The 13.3% claim seemed to have been accepted by her medical staff, the media and others without question.
In her case, though, the number is just plain wrong.
That terrible figure was calculated for Māori women as a whole.
There are all sorts of reasons behind it. Some might apply to Ms Allan. Several do not.
In the mix of causation and association — as well as any direct "wāhine Māori" issues — matters of class, education and poverty come into play.
Access to medical services and how many Māori women engage with, respond to and are treated by these are part of the picture.
In such arenas, arguments are made about "colonialism", cultural alienation, inter-generational trauma and a Pākehā system stacked against Māori.
Ms Allan, despite the awful cancer, was in a privileged position — so much so her survival likelihood was probably even above that overall 40% average.

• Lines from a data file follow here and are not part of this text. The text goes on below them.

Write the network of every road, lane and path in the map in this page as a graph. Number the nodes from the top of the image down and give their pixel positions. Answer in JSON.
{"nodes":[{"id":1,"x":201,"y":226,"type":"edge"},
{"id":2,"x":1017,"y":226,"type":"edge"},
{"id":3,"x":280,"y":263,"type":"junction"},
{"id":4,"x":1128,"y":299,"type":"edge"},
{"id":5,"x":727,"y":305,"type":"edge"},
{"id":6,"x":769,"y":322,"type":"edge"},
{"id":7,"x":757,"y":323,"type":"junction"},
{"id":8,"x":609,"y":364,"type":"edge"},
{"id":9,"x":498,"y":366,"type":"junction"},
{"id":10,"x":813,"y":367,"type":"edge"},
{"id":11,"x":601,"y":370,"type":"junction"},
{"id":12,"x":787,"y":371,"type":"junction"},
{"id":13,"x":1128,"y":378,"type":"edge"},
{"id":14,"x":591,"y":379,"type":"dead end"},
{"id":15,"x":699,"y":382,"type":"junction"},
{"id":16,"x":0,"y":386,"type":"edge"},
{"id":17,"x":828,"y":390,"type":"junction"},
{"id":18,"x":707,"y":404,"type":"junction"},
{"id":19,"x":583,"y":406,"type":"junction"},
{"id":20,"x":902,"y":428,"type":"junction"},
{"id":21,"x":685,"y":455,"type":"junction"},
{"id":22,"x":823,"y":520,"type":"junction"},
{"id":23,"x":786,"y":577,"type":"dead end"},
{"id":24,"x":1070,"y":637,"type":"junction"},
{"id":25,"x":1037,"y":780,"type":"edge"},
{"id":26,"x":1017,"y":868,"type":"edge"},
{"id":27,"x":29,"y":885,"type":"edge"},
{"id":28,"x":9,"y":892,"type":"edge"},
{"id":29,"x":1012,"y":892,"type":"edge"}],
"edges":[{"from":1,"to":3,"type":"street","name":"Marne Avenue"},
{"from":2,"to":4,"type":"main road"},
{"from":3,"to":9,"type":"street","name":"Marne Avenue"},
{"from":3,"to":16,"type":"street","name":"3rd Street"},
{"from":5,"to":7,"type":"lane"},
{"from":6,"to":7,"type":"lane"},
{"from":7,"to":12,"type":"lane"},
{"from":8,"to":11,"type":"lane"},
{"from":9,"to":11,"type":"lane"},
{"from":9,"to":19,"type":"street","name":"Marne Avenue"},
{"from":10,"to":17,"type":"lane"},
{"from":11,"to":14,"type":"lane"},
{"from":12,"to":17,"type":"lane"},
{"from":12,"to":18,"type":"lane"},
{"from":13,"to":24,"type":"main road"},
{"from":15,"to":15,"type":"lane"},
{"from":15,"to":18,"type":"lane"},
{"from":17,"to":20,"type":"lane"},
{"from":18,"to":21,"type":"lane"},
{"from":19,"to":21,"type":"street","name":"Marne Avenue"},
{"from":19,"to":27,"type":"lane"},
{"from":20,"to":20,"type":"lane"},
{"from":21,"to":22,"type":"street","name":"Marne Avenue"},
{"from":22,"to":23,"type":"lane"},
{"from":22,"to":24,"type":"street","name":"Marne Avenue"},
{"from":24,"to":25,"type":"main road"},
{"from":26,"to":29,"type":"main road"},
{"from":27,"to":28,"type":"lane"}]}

While she came from a modest working-class background, she went to Auckland Girls’ Grammar, in the reo Maori unit.
Subsequently, she trained as a lawyer, interning in holidays once in former prime minister Helen Clark’s office. She was briefly a judge’s clerk and worked for law firm Chen Palmer.
She, like so many others, might well have been diagnosed earlier.
There could be all sorts of reasons for that, some perhaps related to the factors above. Poverty at the time shouldn’t have been one of them. As a Cabinet minister, she was earning about $300,000 a year.
She also had a doctor friend in fellow minister Ayesha Verrall, who urged her to have immediate tests after they discussed her symptoms. Crucially, she would have subsequently received the best medical care.
Civis was unimpressed by Ms Allan’s comments to Anika Moa as reported by media. She seriously downplayed the incident where she, while justice minister at the time, crashed her ministerial car after drinking. She refused to accompany police afterwards.
Ms Allan displayed a victim mentality. Given her opportunities, that is disappointing. It is so easy to blame the system when things go wrong.
She is talented. One article described her as a bit of a superwoman with the way she handled a tsunami and earthquake response on the same day as her cancer diagnosis.
But she was beset by own goals: the car crash, an inappropriate speech at an RNZ function, conflict of interest questions around a race relations conciliator appointment and alleged bullying in her Cabinet office.
Ms Allan, commendably, used her cancer diagnosis to help raise awareness of the importance of regular pap smears.
While the appalling figures on Māori survival rates should be highlighted, they did not apply to Ms Allan herself.
Those statements undermine credibility and can help obscure fundamental reasons for the appalling statistic.